Sunday, May 06, 2007


Haviam pássaros que cantavam no timbre da infância e haviam flores que coloriam o jardim e também balanços que movimentavam as manhãs ensolaradas da primavera. Não recordo-me dos dias frios, com exceção dá páscoa, em que corríamos freneticamente à procura dos multicoloridos ovos que por sua vez enfeitavam os ninhos e adocicavam aqueles dias escuros, porém brilhantes! Haviam beija-flores à procura de néctar assim como à todo momento procurávamos diversão. As manhãs eram infinitamente longas e o término destas era comprovado com desapontamento, mas de qualquer forma havia barulho e este jamais silenciava enquanto o horizonte do entardecer não despontava dando lugar à belas estrelas, que só eram possíveis contarmos em noites de Natal. E eram muitas, não fosse pelas tantas luzinhas, as casas se iluminariam de intermináveis constelações que pairavam pelos telhados. Havia uma saborosa espera ritualmente bolada naquelas noites, para que os presentes de Natal não fossem meros enfeites na árvore, e sim o motivo pelo qual nossos olhos brilhavam ansiosamente. Era chegada à meia noite, algumas casas podiam ter o prazer de receber o Papai Noel, como na minha, mas este não muito me agradava, o que realmente fascinava eram os sinos, que batiam ritmicamente indicando o fim de uma longa espera. Eu hei de convir, que com o passar dos anos este cenário habitualmente familiar presente como um vulto repentino na memória se transformou de maneira estrondosa, fazendo com que neste momento, eu admire esta paisagem não mais colorida como outrora. O silêncio paira sobre o jardim, não há mais tantos pássaros à procura de flores nem mesmo pétalas de rosa espalhadas pelo chão pois a roseira que escondia o muro, não existe mais, deixando transparecer sob a pintura os sulcos dos tijolos gastos pelos anos.
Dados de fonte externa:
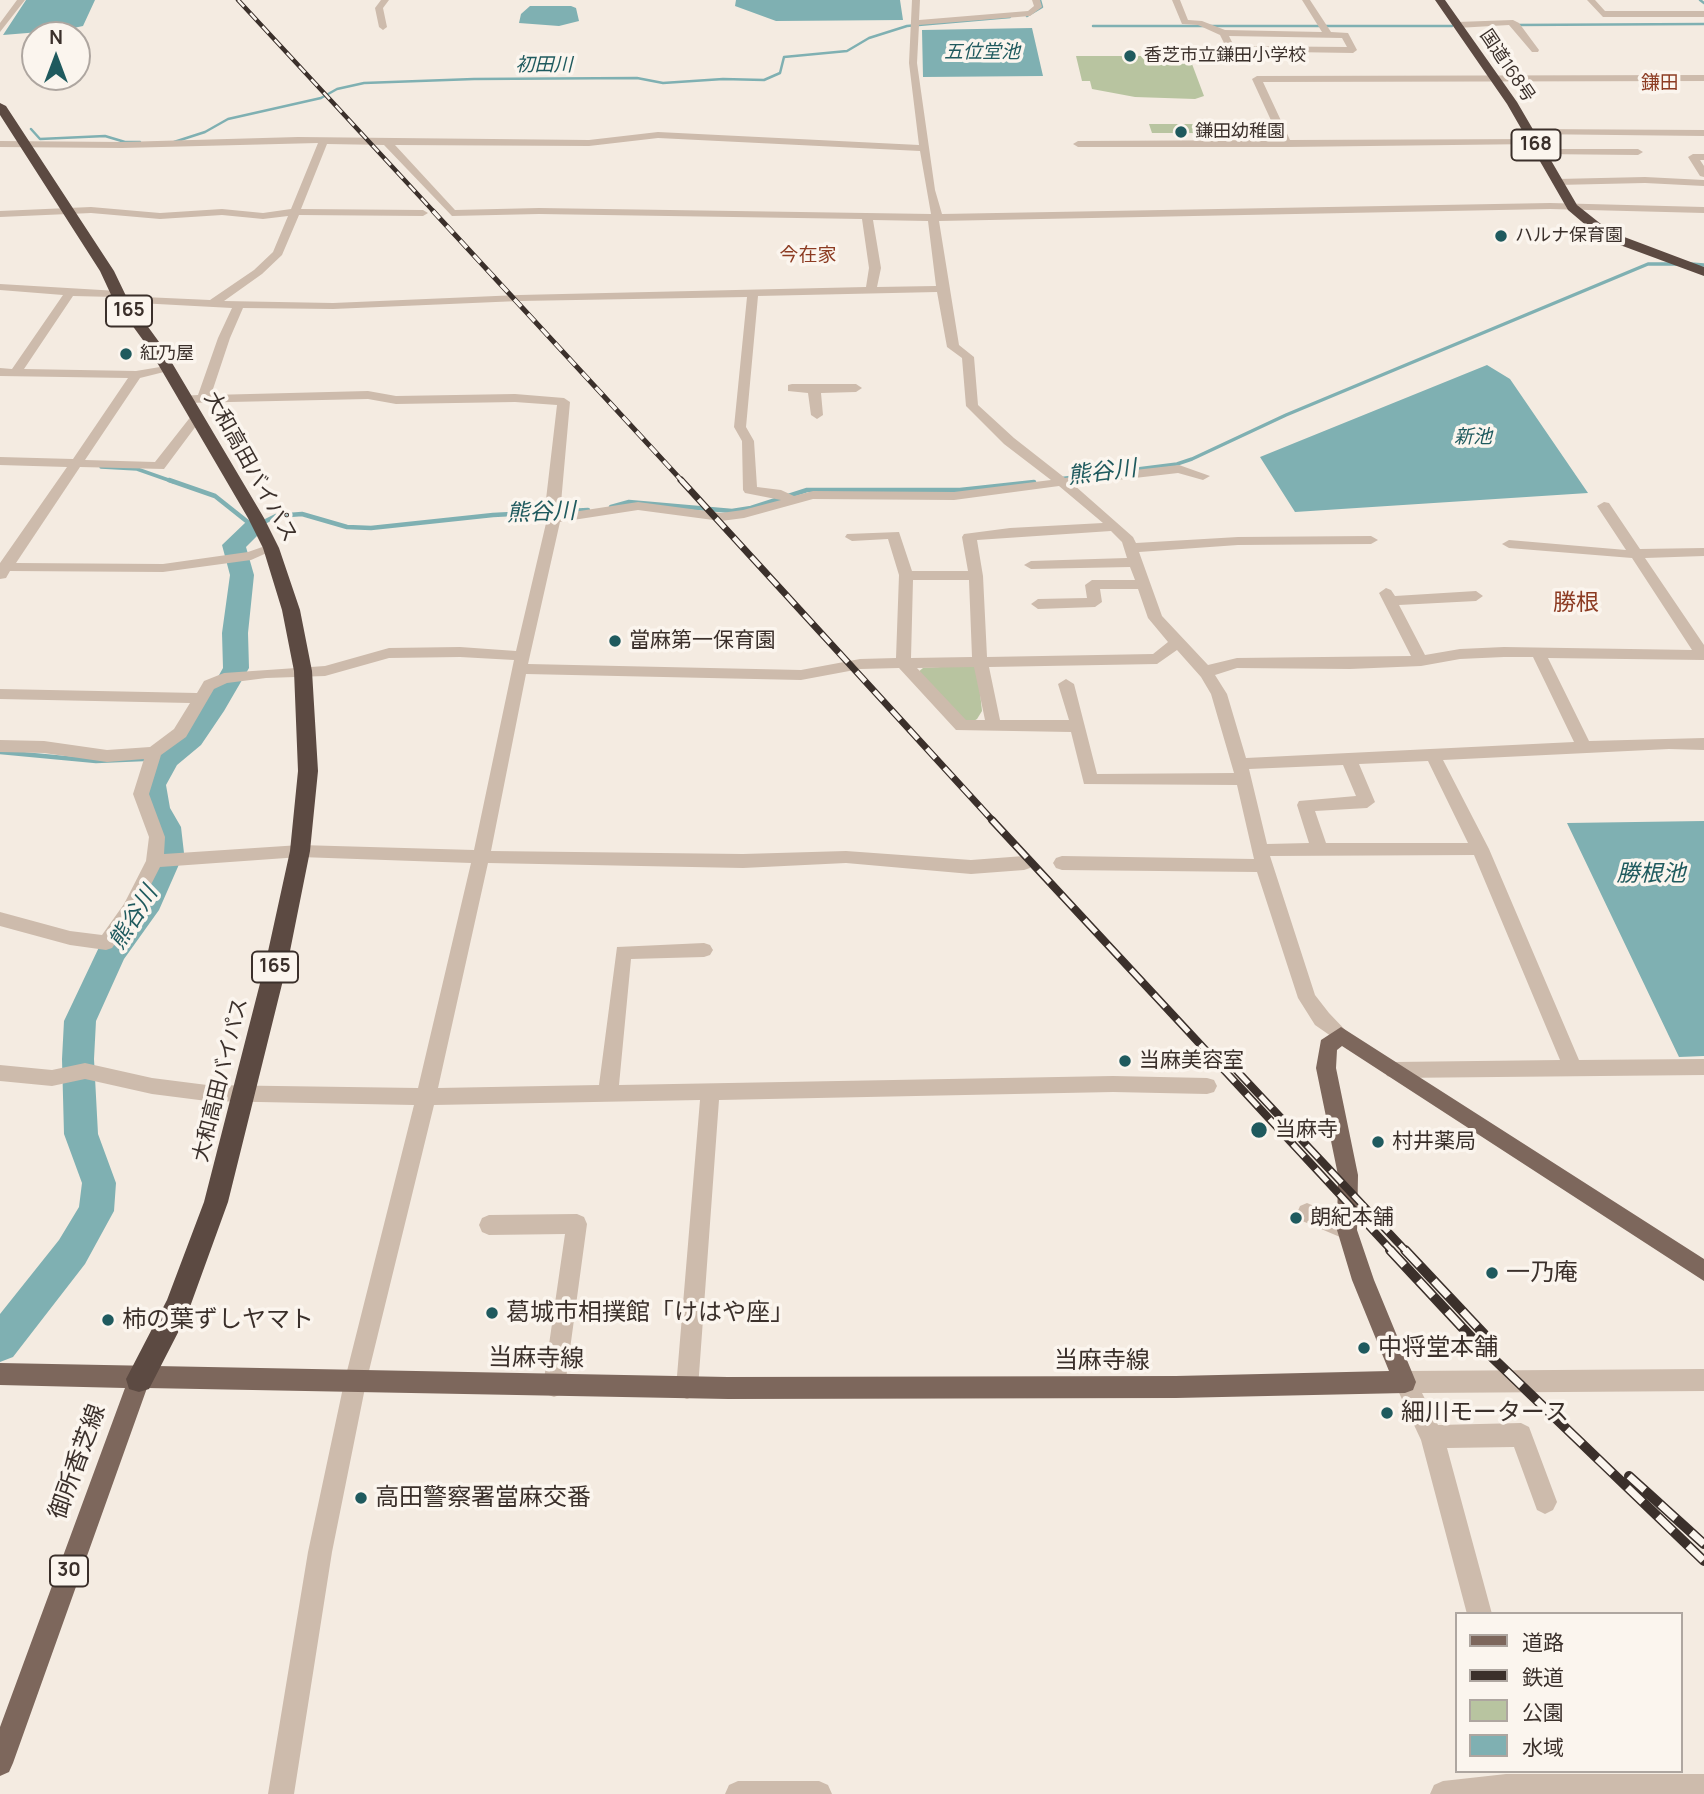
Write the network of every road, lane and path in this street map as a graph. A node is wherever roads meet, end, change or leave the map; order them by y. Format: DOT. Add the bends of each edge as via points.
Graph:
graph roads {
  1 [pos="21,0"];
  2 [pos="385,0"];
  3 [pos="916,0"];
  4 [pos="1036,0"];
  5 [pos="1176,0"];
  6 [pos="1306,0"];
  7 [pos="1440,0"];
  8 [pos="1591,0"];
  9 [pos="1672,0"];
  10 [pos="1686,14"];
  11 [pos="1704,14"];
  12 [pos="914,24"];
  13 [pos="1457,24"];
  14 [pos="383,27"];
  15 [pos="0,29"];
  16 [pos="1224,33"];
  17 [pos="1327,33"];
  18 [pos="1535,50"];
  19 [pos="1495,78"];
  20 [pos="1704,78"];
  21 [pos="0,106"];
  22 [pos="1624,133"];
  23 [pos="1704,133"];
  24 [pos="324,140"];
  25 [pos="387,142"];
  26 [pos="1535,142"];
  27 [pos="0,144"];
  28 [pos="23,144"];
  29 [pos="1078,144"];
  30 [pos="1287,144"];
  31 [pos="926,148"];
  32 [pos="1638,152"];
  33 [pos="1704,157"];
  34 [pos="1653,171"];
  35 [pos="1704,174"];
  36 [pos="1557,182"];
  37 [pos="1704,183"];
  38 [pos="1572,207"];
  39 [pos="1704,210"];
  40 [pos="66,212"];
  41 [pos="294,212"];
  42 [pos="423,213"];
  43 [pos="0,214"];
  44 [pos="867,217"];
  45 [pos="935,217"];
  46 [pos="1704,272"];
  47 [pos="0,287"];
  48 [pos="942,289"];
  49 [pos="871,291"];
  50 [pos="70,293"];
  51 [pos="753,293"];
  52 [pos="119,296"];
  53 [pos="213,303"];
  54 [pos="239,305"];
  55 [pos="166,370"];
  56 [pos="0,372"];
  57 [pos="16,372"];
  58 [pos="136,374"];
  59 [pos="792,388"];
  60 [pos="856,388"];
  61 [pos="814,390"];
  62 [pos="184,399"];
  63 [pos="202,400"];
  64 [pos="817,415"];
  65 [pos="196,418"];
  66 [pos="0,461"];
  67 [pos="76,463"];
  68 [pos="1203,476"];
  69 [pos="1057,477"];
  70 [pos="786,497"];
  71 [pos="1604,506"];
  72 [pos="553,513"];
  73 [pos="1113,527"];
  74 [pos="852,537"];
  75 [pos="1371,540"];
  76 [pos="1509,544"];
  77 [pos="263,548"];
  78 [pos="1704,552"];
  79 [pos="1636,553"];
  80 [pos="1134,555"];
  81 [pos="1031,565"];
  82 [pos="2,570"];
  83 [pos="906,575"];
  84 [pos="976,576"];
  85 [pos="1142,584"];
  86 [pos="1476,596"];
  87 [pos="1038,604"];
  88 [pos="1176,643"];
  89 [pos="1538,653"];
  90 [pos="1703,657"];
  91 [pos="980,660"];
  92 [pos="1421,661"];
  93 [pos="520,663"];
  94 [pos="903,663"];
  95 [pos="303,671"];
  96 [pos="1206,673"];
  97 [pos="1066,684"];
  98 [pos="0,694"];
  99 [pos="202,698"];
  100 [pos="1078,726"];
  101 [pos="994,727"];
  102 [pos="1704,744"];
  103 [pos="0,746"];
  104 [pos="1584,747"];
  105 [pos="1433,755"];
  106 [pos="153,757"];
  107 [pos="1349,759"];
  108 [pos="1241,772"];
  109 [pos="1319,849"];
  110 [pos="1480,849"];
  111 [pos="300,851"];
  112 [pos="480,857"];
  113 [pos="1262,858"];
  114 [pos="164,861"];
  115 [pos="1024,863"];
  116 [pos="1062,863"];
  117 [pos="0,919"];
  118 [pos="704,950"];
  119 [pos="1341,1035"];
  120 [pos="1704,1067"];
  121 [pos="1573,1069"];
  122 [pos="1394,1070"];
  123 [pos="0,1073"];
  124 [pos="1207,1086"];
  125 [pos="710,1092"];
  126 [pos="242,1093"];
  127 [pos="608,1094"];
  128 [pos="426,1097"];
  129 [pos="1307,1213"];
  130 [pos="489,1225"];
  131 [pos="1347,1230"];
  132 [pos="1704,1272"];
  133 [pos="0,1374"];
  134 [pos="139,1379"];
  135 [pos="1704,1380"];
  136 [pos="1405,1382"];
  137 [pos="355,1383"];
  138 [pos="555,1386"];
  139 [pos="687,1388"];
  140 [pos="1433,1437"];
  141 [pos="1545,1502"];
  142 [pos="1478,1612"];
  143 [pos="0,1763"];
  144 [pos="1505,1779"];
  145 [pos="1704,1787"];
  146 [pos="281,1794"];
  147 [pos="738,1794"];
  148 [pos="819,1794"];
  149 [pos="1443,1794"];
  1 -- 15 [label="street"];
  2 -- 14 [label="street" via="379,8"];
  3 -- 12 [label="street"];
  4 -- 12 [label="street" via="1038,7 1030,13"];
  5 -- 16 [label="street" via="1185,22"];
  6 -- 17 [label="street"];
  7 -- 13 [label="highway, 国道168号 / 168"];
  8 -- 10 [label="street" via="1603,14"];
  9 -- 10 [label="street"];
  10 -- 11 [label="street"];
  12 -- 31 [label="street" via="913,63"];
  13 -- 18 [label="street" via="1515,24"];
  13 -- 19 [label="highway, 国道168号 / 168"];
  16 -- 17 [label="street"];
  16 -- 17 [label="street" via="1231,49 1353,50 1345,35"];
  19 -- 20 [label="street"];
  19 -- 26 [label="highway, 国道168号 / 168"];
  19 -- 30 [label="street" via="1257,79"];
  21 -- 28 [label="highway, 大和高田バイパス / 165"];
  22 -- 23 [label="street"];
  22 -- 26 [label="street"];
  22 -- 32 [label="street"];
  24 -- 25 [label="street"];
  24 -- 28 [label="street"];
  24 -- 41 [label="street"];
  25 -- 31 [label="street" via="590,143 658,135"];
  25 -- 44 [label="street" via="452,213"];
  26 -- 30 [label="street"];
  26 -- 32 [label="street"];
  26 -- 36 [label="highway, 国道168号 / 168"];
  27 -- 28 [label="street"];
  28 -- 40 [label="highway, 大和高田バイパス / 165"];
  29 -- 30 [label="street"];
  31 -- 45 [label="street"];
  32 -- 34 [label="street"];
  33 -- 35 [label="street" via="1693,157"];
  34 -- 36 [label="street"];
  34 -- 37 [label="street"];
  36 -- 38 [label="highway, 国道168号 / 168"];
  38 -- 39 [label="street"];
  38 -- 45 [label="street"];
  38 -- 46 [label="highway, 国道168号 / 168" via="1606,235"];
  40 -- 41 [label="street" via="263,216"];
  40 -- 43 [label="street"];
  40 -- 52 [label="highway, 大和高田バイパス / 165"];
  41 -- 42 [label="street"];
  41 -- 53 [label="street" via="278,253"];
  44 -- 45 [label="street"];
  44 -- 49 [label="street" via="875,268"];
  45 -- 48 [label="street"];
  47 -- 50 [label="street"];
  48 -- 49 [label="street"];
  48 -- 69 [label="street" via="953,347 968,357 972,405 1009,441"];
  49 -- 51 [label="street"];
  50 -- 52 [label="street"];
  50 -- 57 [label="street"];
  51 -- 54 [label="street"];
  51 -- 70 [label="street" via="740,427 748,441 750,490"];
  52 -- 53 [label="street"];
  52 -- 55 [label="highway, 大和高田バイパス / 165" via="155,346"];
  53 -- 54 [label="street"];
  54 -- 63 [label="street"];
  55 -- 58 [label="street"];
  55 -- 62 [label="highway, 大和高田バイパス / 165"];
  56 -- 57 [label="street"];
  57 -- 58 [label="street"];
  58 -- 67 [label="street"];
  59 -- 61 [label="street"];
  60 -- 61 [label="street"];
  61 -- 64 [label="street"];
  62 -- 63 [label="street"];
  62 -- 65 [label="highway, 大和高田バイパス / 165"];
  63 -- 72 [label="street" via="302,395 564,402"];
  65 -- 67 [label="street" via="159,466"];
  65 -- 77 [label="highway, 大和高田バイパス / 165" via="256,518"];
  66 -- 67 [label="street"];
  67 -- 82 [label="street"];
  68 -- 69 [label="street" via="1179,469"];
  69 -- 70 [label="street" via="954,496"];
  69 -- 73 [label="street"];
  70 -- 72 [label="street" via="744,514 721,517 638,506"];
  71 -- 79 [label="street"];
  72 -- 93 [label="street"];
  73 -- 80 [label="street" via="1128,540"];
  73 -- 84 [label="street" via="969,537"];
  74 -- 83 [label="street" via="894,535"];
  75 -- 80 [label="street" via="1238,541"];
  76 -- 79 [label="street"];
  77 -- 82 [label="street" via="197,565"];
  77 -- 95 [label="highway, 大和高田バイパス / 165" via="291,610"];
  78 -- 79 [label="street"];
  79 -- 90 [label="street"];
  80 -- 81 [label="street"];
  80 -- 85 [label="street"];
  83 -- 84 [label="street"];
  83 -- 94 [label="street"];
  84 -- 91 [label="street"];
  85 -- 87 [label="street" via="1092,585 1095,602"];
  85 -- 88 [label="street" via="1155,618"];
  86 -- 92 [label="street" via="1388,595"];
  88 -- 91 [label="street" via="1157,659"];
  88 -- 96 [label="street"];
  89 -- 90 [label="street"];
  89 -- 92 [label="street" via="1460,654"];
  89 -- 104 [label="street"];
  91 -- 94 [label="street"];
  91 -- 101 [label="street"];
  92 -- 96 [label="street" via="1237,663"];
  93 -- 94 [label="street" via="801,675 860,664"];
  93 -- 95 [label="street" via="460,652 389,653 325,671"];
  93 -- 112 [label="street"];
  94 -- 101 [label="street" via="962,726"];
  95 -- 99 [label="street" via="224,678 209,685"];
  95 -- 111 [label="highway, 大和高田バイパス / 165" via="309,771"];
  96 -- 108 [label="street" via="1219,694"];
  97 -- 100 [label="street"];
  98 -- 99 [label="street"];
  99 -- 106 [label="street" via="180,733"];
  100 -- 101 [label="street"];
  100 -- 108 [label="street" via="1090,780"];
  102 -- 104 [label="street"];
  103 -- 106 [label="street"];
  104 -- 105 [label="street"];
  105 -- 107 [label="street"];
  105 -- 110 [label="street"];
  106 -- 114 [label="street" via="141,794"];
  107 -- 108 [label="street"];
  107 -- 109 [label="street" via="1367,802 1305,805"];
  108 -- 113 [label="street"];
  109 -- 110 [label="street"];
  109 -- 113 [label="street"];
  110 -- 121 [label="street"];
  111 -- 112 [label="street"];
  111 -- 114 [label="street"];
  111 -- 126 [label="highway, 大和高田バイパス / 165"];
  112 -- 115 [label="street" via="678,861 846,857 971,867"];
  112 -- 128 [label="street"];
  113 -- 116 [label="street"];
  113 -- 119 [label="street" via="1307,998"];
  114 -- 117 [label="street" via="106,943"];
  118 -- 127 [label="street" via="623,951"];
  119 -- 122 [label="main road"];
  119 -- 131 [label="main road" via="1328,1046 1326,1068 1348,1175"];
  120 -- 121 [label="street"];
  121 -- 122 [label="street"];
  122 -- 132 [label="main road"];
  123 -- 126 [label="street" via="52,1077 78,1072 152,1086"];
  124 -- 125 [label="street"];
  125 -- 127 [label="street"];
  125 -- 139 [label="street"];
  126 -- 128 [label="street"];
  126 -- 134 [label="highway, 大和高田バイパス / 165" via="216,1202 178,1306"];
  127 -- 128 [label="street"];
  128 -- 137 [label="street"];
  129 -- 131 [label="street"];
  130 -- 138 [label="street" via="577,1224"];
  131 -- 136 [label="main road"];
  133 -- 134 [label="main road, 当麻寺線"];
  134 -- 137 [label="main road, 当麻寺線"];
  134 -- 143 [label="main road, 御所香芝線 / 30"];
  135 -- 136 [label="street"];
  136 -- 139 [label="main road, 当麻寺線"];
  136 -- 140 [label="street"];
  137 -- 138 [label="main road, 当麻寺線"];
  137 -- 146 [label="street" via="320,1552"];
  138 -- 139 [label="main road, 当麻寺線"];
  140 -- 141 [label="street" via="1521,1435"];
  140 -- 142 [label="street"];
  144 -- 145 [label="street"];
  144 -- 149 [label="street"];
  147 -- 148 [label="street"];
}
O balanço que nos velhos tempos nos levava às alturas, não mais compõe a paisagem. Procuro remontar na memória aquele jardim de despreocupação, um soneto lírico cuidadosamente arranjado para que a infância nada mais fosse que uma bela lembrança dos bens que compunham aquela existência lúdica. Hoje somam-se vinte anos, prefere-se os dias frios e nublados a dias ensolarados de primavera, e prefere-se à noite que nem sempre cintila estrelas e a leveza que só o silêncio pode contemplar e rapidamente os dias consolidam pontes enfraquecidas pelos anos que somente belas recordações podem remontar.